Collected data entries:
-----

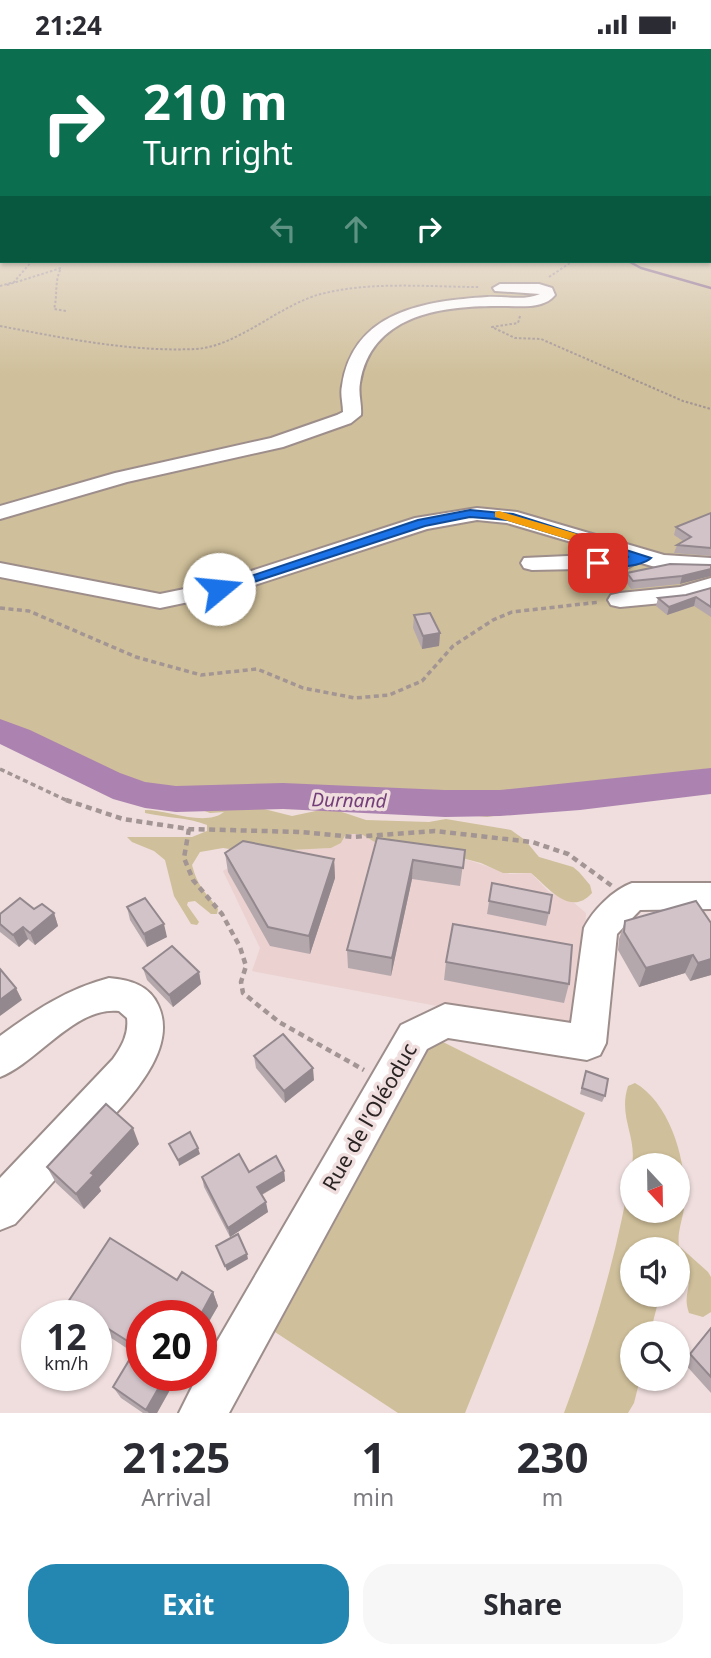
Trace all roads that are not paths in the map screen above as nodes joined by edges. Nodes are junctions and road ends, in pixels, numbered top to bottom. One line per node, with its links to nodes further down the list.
1 (500, 288): 2 (street)
2 (0, 513)
3 (645, 558): 4 (street); 5 (street); 6 (street)
4 (531, 563)
5 (711, 565)
6 (0, 570)
7 (711, 585): 8 (street)
8 (620, 600)
9 (711, 895): 12 (street, Rue de l'Oléoduc)
10 (0, 1059): 11 (street)
11 (0, 1209)
12 (203, 1413)

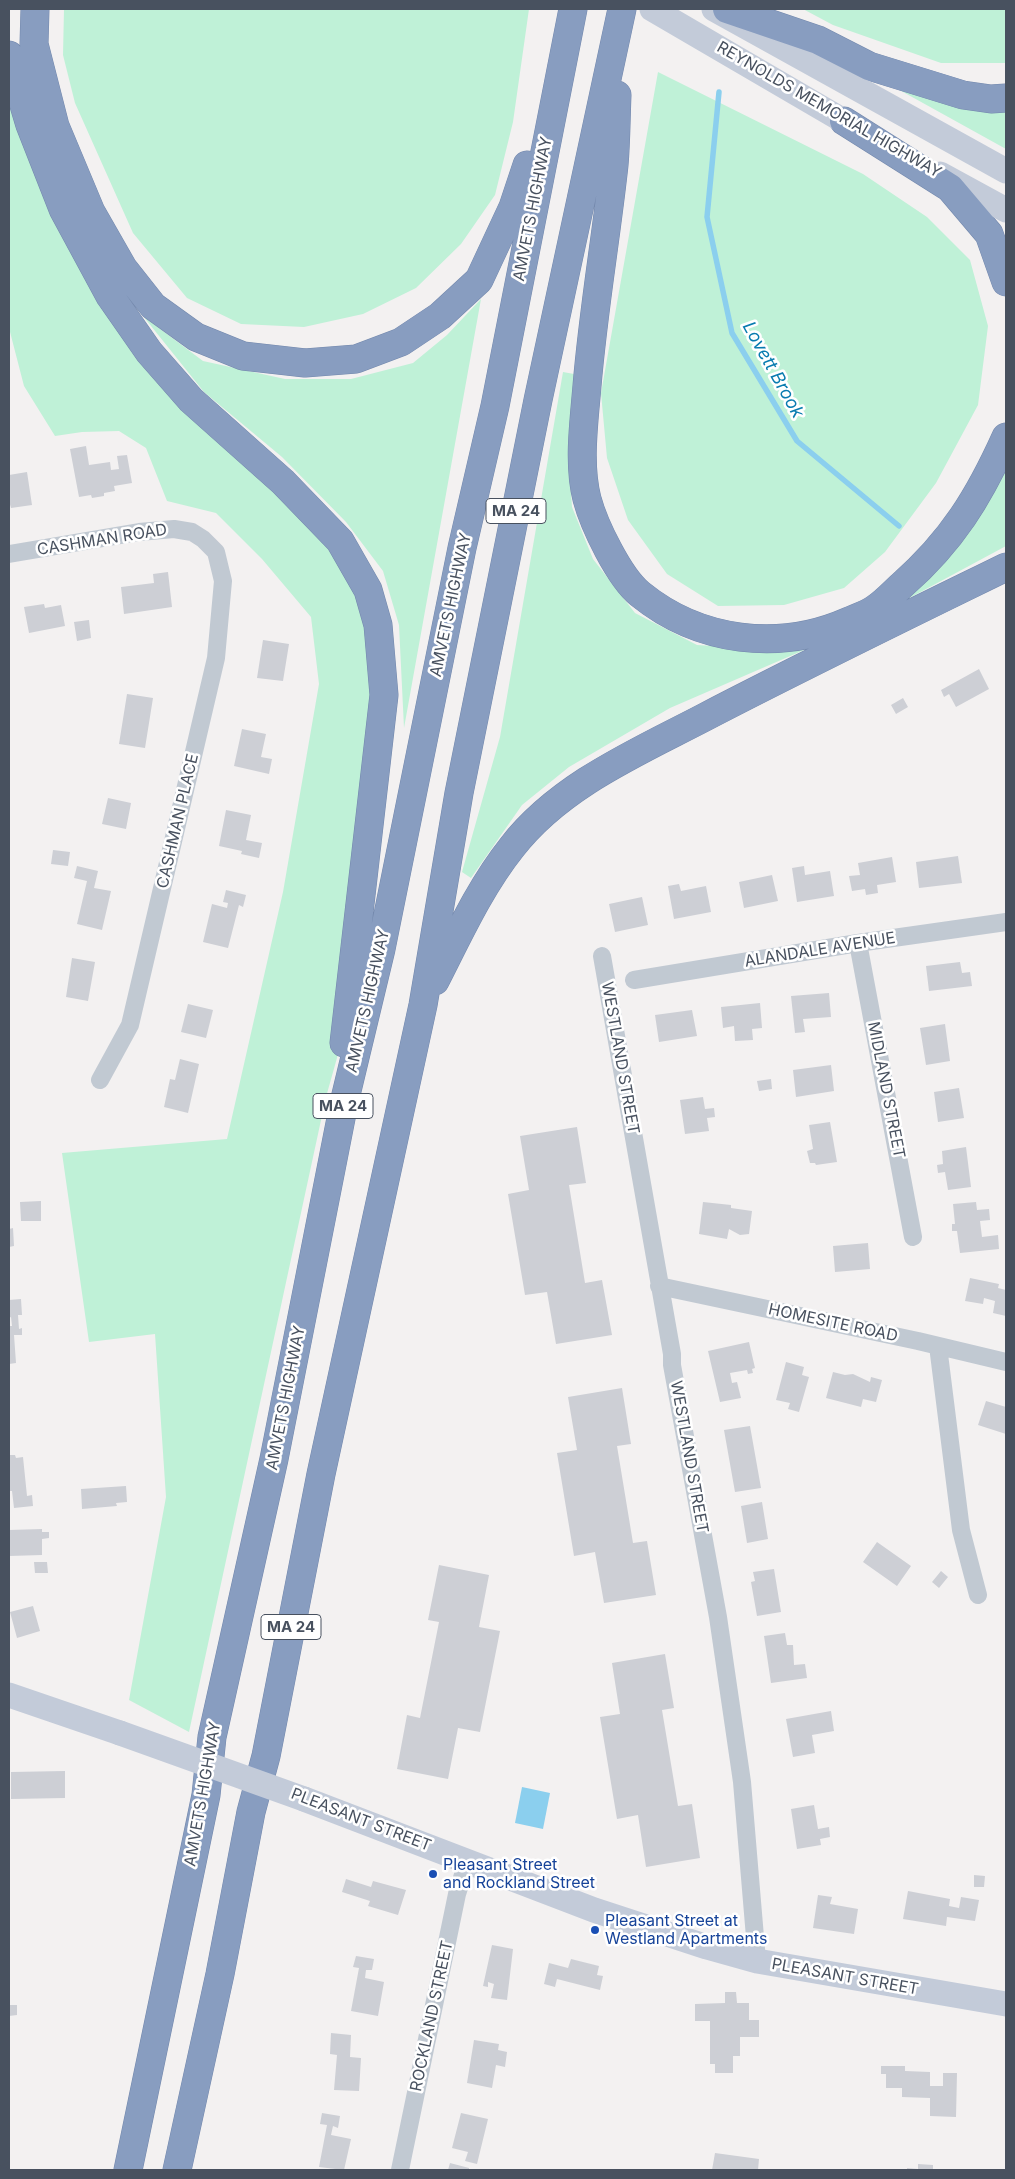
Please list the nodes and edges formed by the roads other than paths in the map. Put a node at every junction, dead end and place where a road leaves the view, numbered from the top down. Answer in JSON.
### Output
{"nodes":[{"id":1,"x":35,"y":9,"type":"edge"},
{"id":2,"x":573,"y":9,"type":"edge"},
{"id":3,"x":652,"y":9,"type":"edge"},
{"id":4,"x":714,"y":9,"type":"edge"},
{"id":5,"x":727,"y":9,"type":"edge"},
{"id":6,"x":621,"y":14,"type":"edge"},
{"id":7,"x":566,"y":42,"type":"junction"},
{"id":8,"x":9,"y":55,"type":"edge"},
{"id":9,"x":1006,"y":98,"type":"edge"},
{"id":10,"x":844,"y":121,"type":"junction"},
{"id":11,"x":1006,"y":171,"type":"edge"},
{"id":12,"x":1006,"y":210,"type":"edge"},
{"id":13,"x":1006,"y":282,"type":"edge"},
{"id":14,"x":1006,"y":437,"type":"edge"},
{"id":15,"x":9,"y":554,"type":"edge"},
{"id":16,"x":216,"y":554,"type":"joint"},
{"id":17,"x":1006,"y":566,"type":"edge"},
{"id":18,"x":1006,"y":922,"type":"edge"},
{"id":19,"x":858,"y":943,"type":"junction"},
{"id":20,"x":602,"y":956,"type":"dead end"},
{"id":21,"x":634,"y":980,"type":"dead end"},
{"id":22,"x":423,"y":1005,"type":"junction"},
{"id":23,"x":100,"y":1080,"type":"dead end"},
{"id":24,"x":344,"y":1104,"type":"junction"},
{"id":25,"x":913,"y":1237,"type":"dead end"},
{"id":26,"x":659,"y":1286,"type":"junction"},
{"id":27,"x":938,"y":1346,"type":"junction"},
{"id":28,"x":1006,"y":1362,"type":"edge"},
{"id":29,"x":978,"y":1595,"type":"dead end"},
{"id":30,"x":9,"y":1695,"type":"edge"},
{"id":31,"x":467,"y":1862,"type":"junction"},
{"id":32,"x":757,"y":1961,"type":"junction"},
{"id":33,"x":1006,"y":2004,"type":"edge"},
{"id":34,"x":128,"y":2170,"type":"edge"},
{"id":35,"x":177,"y":2170,"type":"edge"},
{"id":36,"x":400,"y":2170,"type":"edge"}],
"edges":[{"from":1,"to":7,"type":"highway"},
{"from":2,"to":7,"type":"highway","name":"AMVETS HIGHWAY","number":"MA 24"},
{"from":3,"to":10,"type":"main road","name":"REYNOLDS MEMORIAL HIGHWAY"},
{"from":4,"to":11,"type":"main road","name":"REYNOLDS MEMORIAL HIGHWAY"},
{"from":5,"to":9,"type":"highway"},
{"from":6,"to":14,"type":"highway"},
{"from":6,"to":22,"type":"highway","number":"MA 24"},
{"from":7,"to":24,"type":"highway","name":"AMVETS HIGHWAY","number":"MA 24"},
{"from":8,"to":24,"type":"highway"},
{"from":10,"to":12,"type":"main road","name":"REYNOLDS MEMORIAL HIGHWAY"},
{"from":10,"to":13,"type":"highway"},
{"from":15,"to":16,"type":"street","name":"CASHMAN ROAD"},
{"from":16,"to":23,"type":"street","name":"CASHMAN PLACE"},
{"from":17,"to":22,"type":"highway"},
{"from":18,"to":19,"type":"street","name":"ALANDALE AVENUE"},
{"from":19,"to":21,"type":"street","name":"ALANDALE AVENUE"},
{"from":19,"to":25,"type":"street","name":"MIDLAND STREET"},
{"from":20,"to":26,"type":"street","name":"WESTLAND STREET"},
{"from":22,"to":35,"type":"highway","number":"MA 24"},
{"from":24,"to":34,"type":"highway","name":"AMVETS HIGHWAY","number":"MA 24"},
{"from":26,"to":27,"type":"street","name":"HOMESITE ROAD"},
{"from":26,"to":32,"type":"street","name":"WESTLAND STREET"},
{"from":27,"to":28,"type":"street","name":"HOMESITE ROAD"},
{"from":27,"to":29,"type":"street"},
{"from":30,"to":31,"type":"main road","name":"PLEASANT STREET","bridge":true},
{"from":31,"to":32,"type":"main road","name":"PLEASANT STREET"},
{"from":31,"to":36,"type":"street","name":"ROCKLAND STREET"},
{"from":32,"to":33,"type":"main road","name":"PLEASANT STREET"}]}
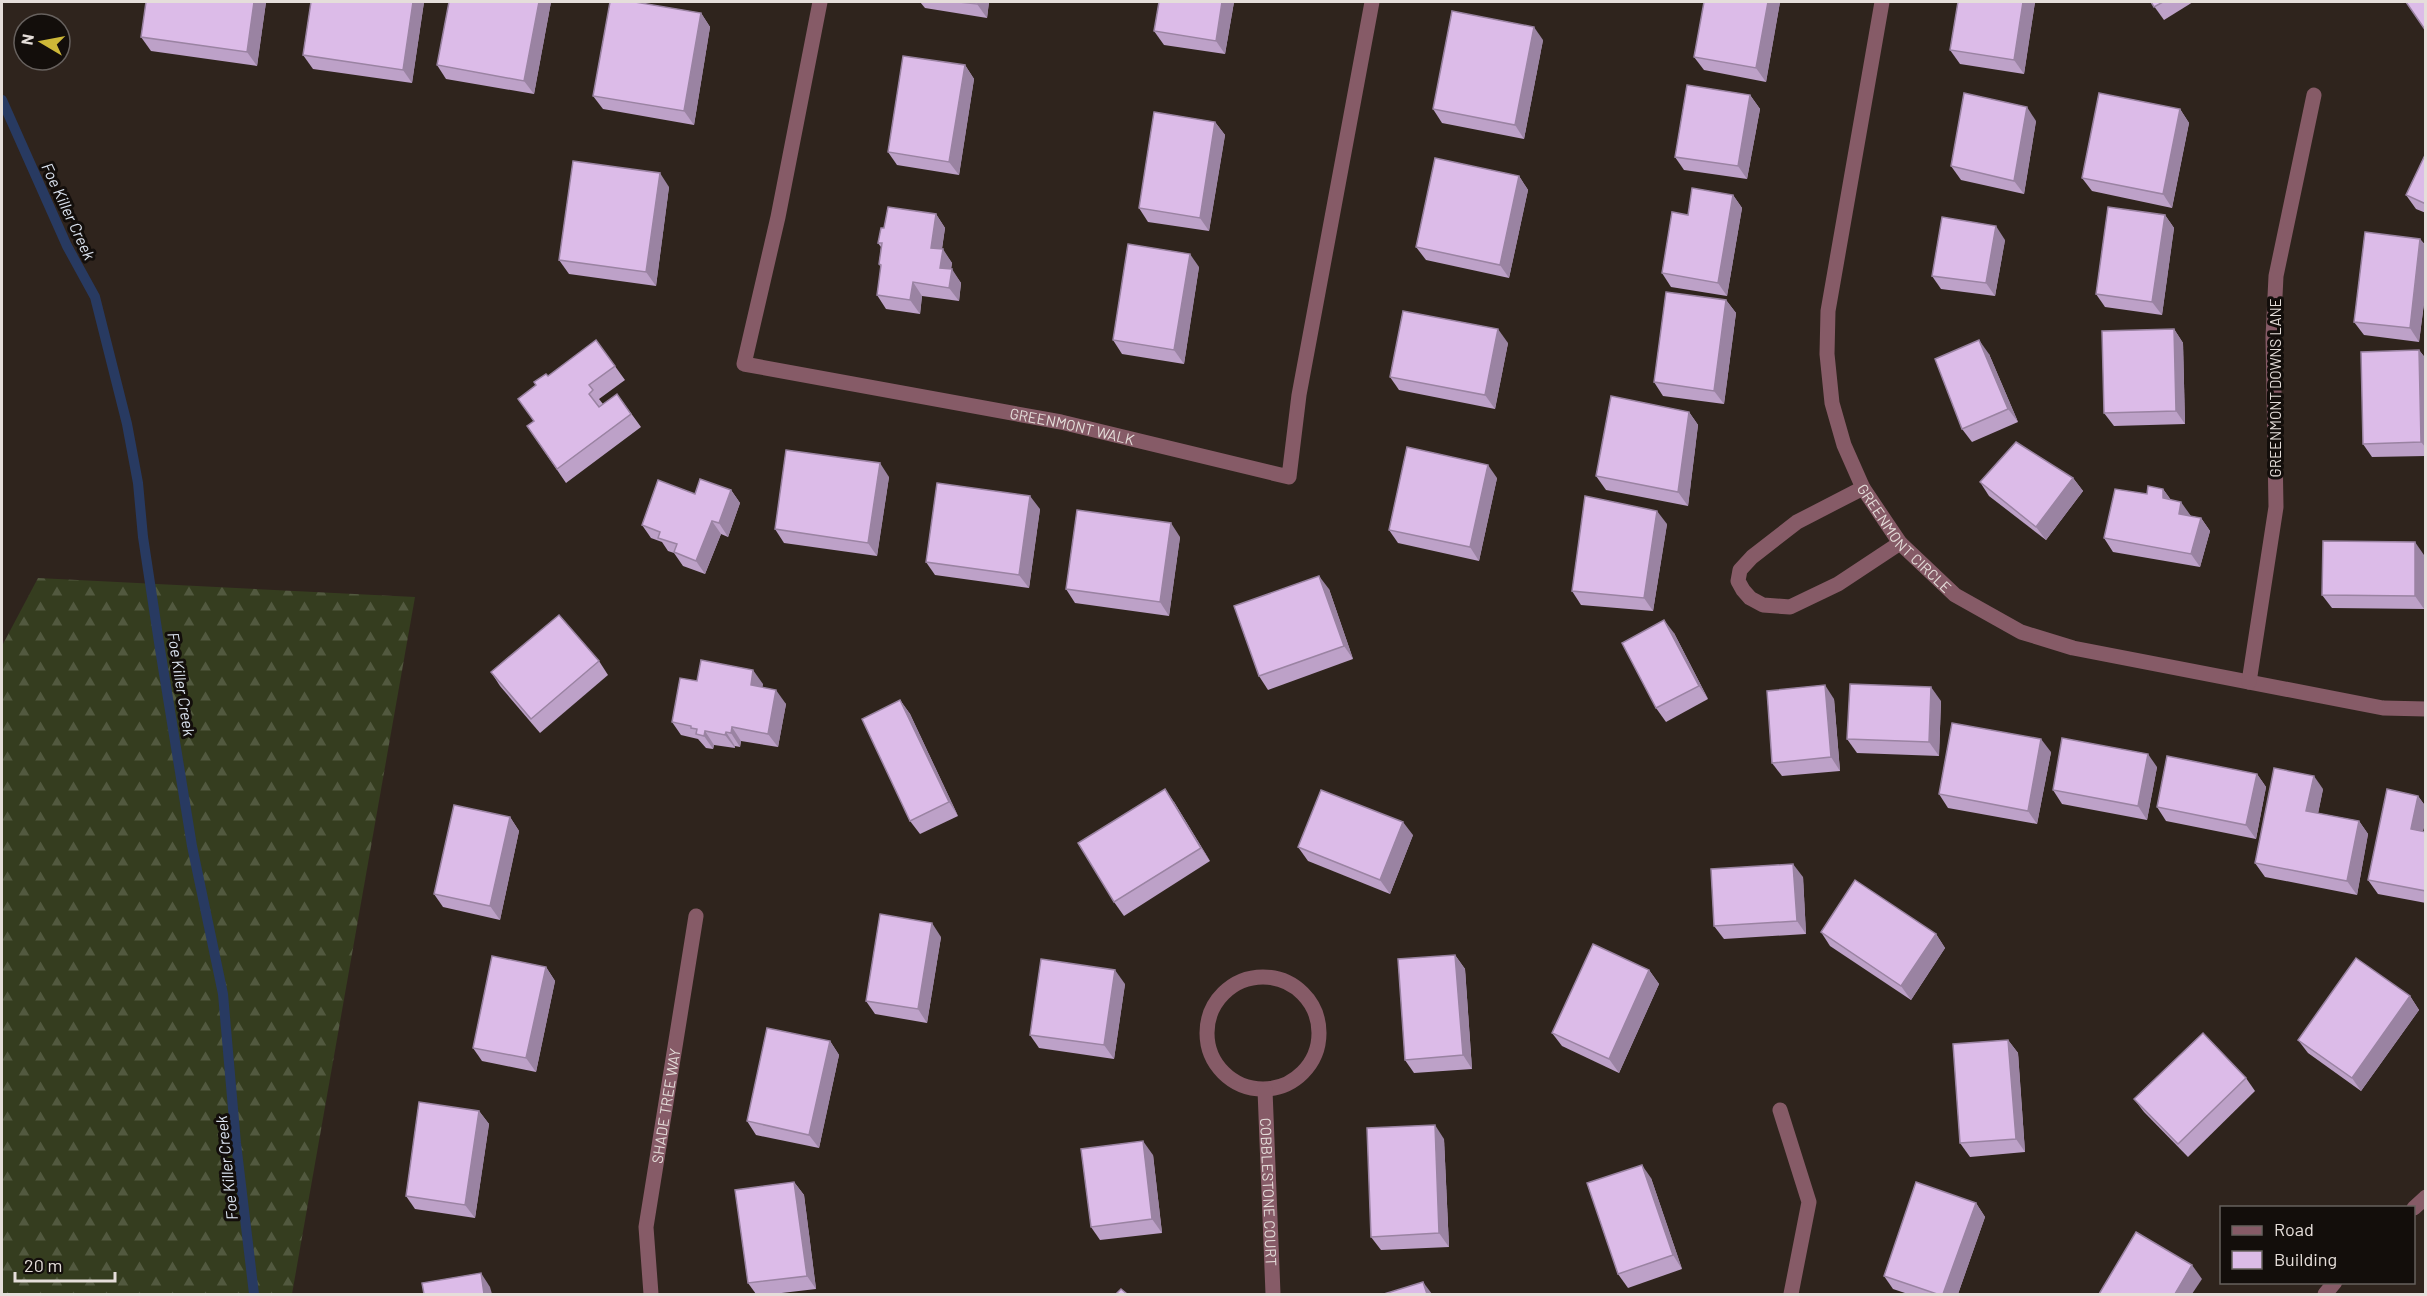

-----

■ **Task objective**:
With pictures removed, write out exactly each line of the entries from the first through the line that holds "Please list the".

■ **Answer space**:
Trace all roads that are not paths in the map screen above as nodes joined by edges. Nodes are junctions and road ends, in pixels, numbered top to bottom. One line per node, with its links to nodes further down the list.
1 (500, 288): 2 (street)
2 (0, 513)
3 (645, 558): 4 (street); 5 (street); 6 (street)
4 (531, 563)
5 (711, 565)
6 (0, 570)
7 (711, 585): 8 (street)
8 (620, 600)
9 (711, 895): 12 (street, Rue de l'Oléoduc)
10 (0, 1059): 11 (street)
11 (0, 1209)
12 (203, 1413)

Please list the nodes and edges formed by the roads other than paths in the map. Put a node at every junction, dead end and place where a road leaves the view, numbered from the top down. Answer in JSON.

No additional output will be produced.